Desde que empezó a tocar hace más de 30 años con Los Caballeros de la Quema, quizás por curiosidad, y tal vez, también, porque lo ofuscan las etiquetas, Iván Noble se dedicó a hacer bastante más que canciones. Y así, el autor de «Avanti morocha» se animó a la actuación (como en la película de Raúl Perrone Peluca y Marisita, o en tele, en 099 Central); a la conducción de radio y su sucedáneo, el podcast (tanto en AM Del Plata como en la plataforma Compartir Cultura); e incluso a la literatura (editó los libros De tal palo-¡Basta de escribir novelas!, junto a Washington Cucurto, y en solitario, Como el cangrejo, bitácora emocional de gira). Si bien es evidente que lo suyo es estar activo, Noble no pudo escapar a los signos del tiempo, y además de su gimnasia cotidiana como tuitero, este año pospandémico lo encuentra encarando unos cuantos proyectos más que en los antecesores. Por lo pronto, sigue presentando su último disco, El arte de comer sin ser comido; conduce el programa Fulanos de nadie en radiokamikaze.com.ar, y hasta hace semanas fue parte del jurado del reality de Telefe Gran Bartender. Un récord interesante para quien, a los 54 años, dice sentirse más cerca de un hermitaño campestre que de un rockstar desenfrenado.     

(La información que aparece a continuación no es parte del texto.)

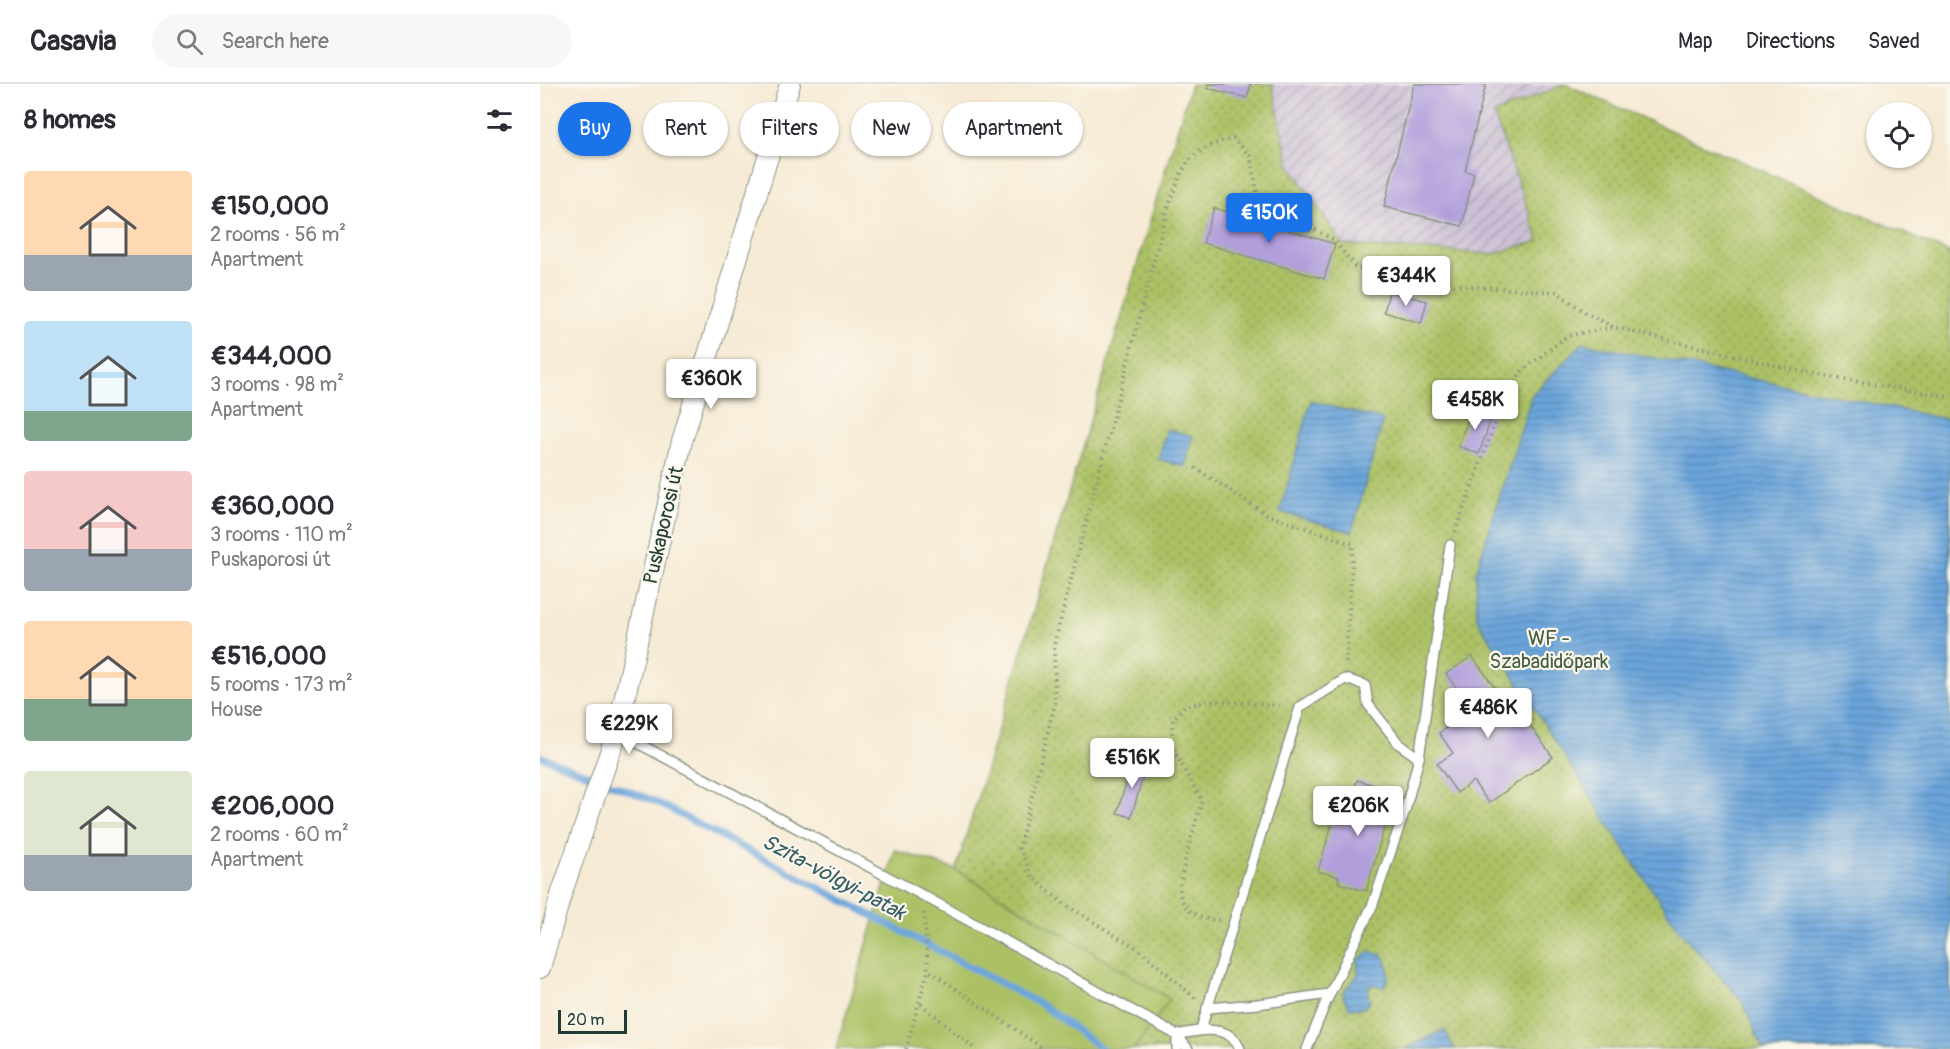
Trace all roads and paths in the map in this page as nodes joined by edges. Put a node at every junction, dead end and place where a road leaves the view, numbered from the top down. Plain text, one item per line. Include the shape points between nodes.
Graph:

–Cuando eras un muchacho del oeste, ¿para patear la ciudad preferías llegar rápido en tren o inmolarte en un bondi de tres cifras?

–Siempre fui un joven habitué del Tren Sarmiento.

–¿Ventana y walkman?

–¡Totalmente!

–¿Qué pasa en los barrios en los que parece que no pasa nada?

–Pasa la vida, pero no me siento hoy con autoridad para hablar de los barrios. Hace mucho que no estoy en una vereda de noche, que no ando a los besos en las placitas o juego al fútbol en el potrero… No sé en qué andarán los pibes ahora, pero siempre están sucediendo cosas, siempre hay un caldo.

–¿Dónde escribís las canciones, en la computadora o en papel?

–Siempre las escribo en papel. Es más, voy armando como esqueletos, en distintos papelitos. Otras cosas sí, las armo en la compu, pero me cuesta mucho.

–Y a la hora de leer, ¿te animás a un lector digital o usás el teléfono? 

–No, libros de carne y hueso.

–¿Nunca un PDF?

–No, jamás en mi vida, pero no es una toma de posición ética ni mucho menos, me gustan mucho los libros y los sigo comprando físicos.

–¿Qué tiene Twitter que no tengan las otras redes?

–Sarcasmo, pero eso es cada vez más barato. No me acuerdo quién decía que el sarcasmo es como el atajo a la inteligencia, porque es mucho más fácil ser sarcástico que inteligente. Por ahí, lo más divertido que tiene Twitter es lo más miserable.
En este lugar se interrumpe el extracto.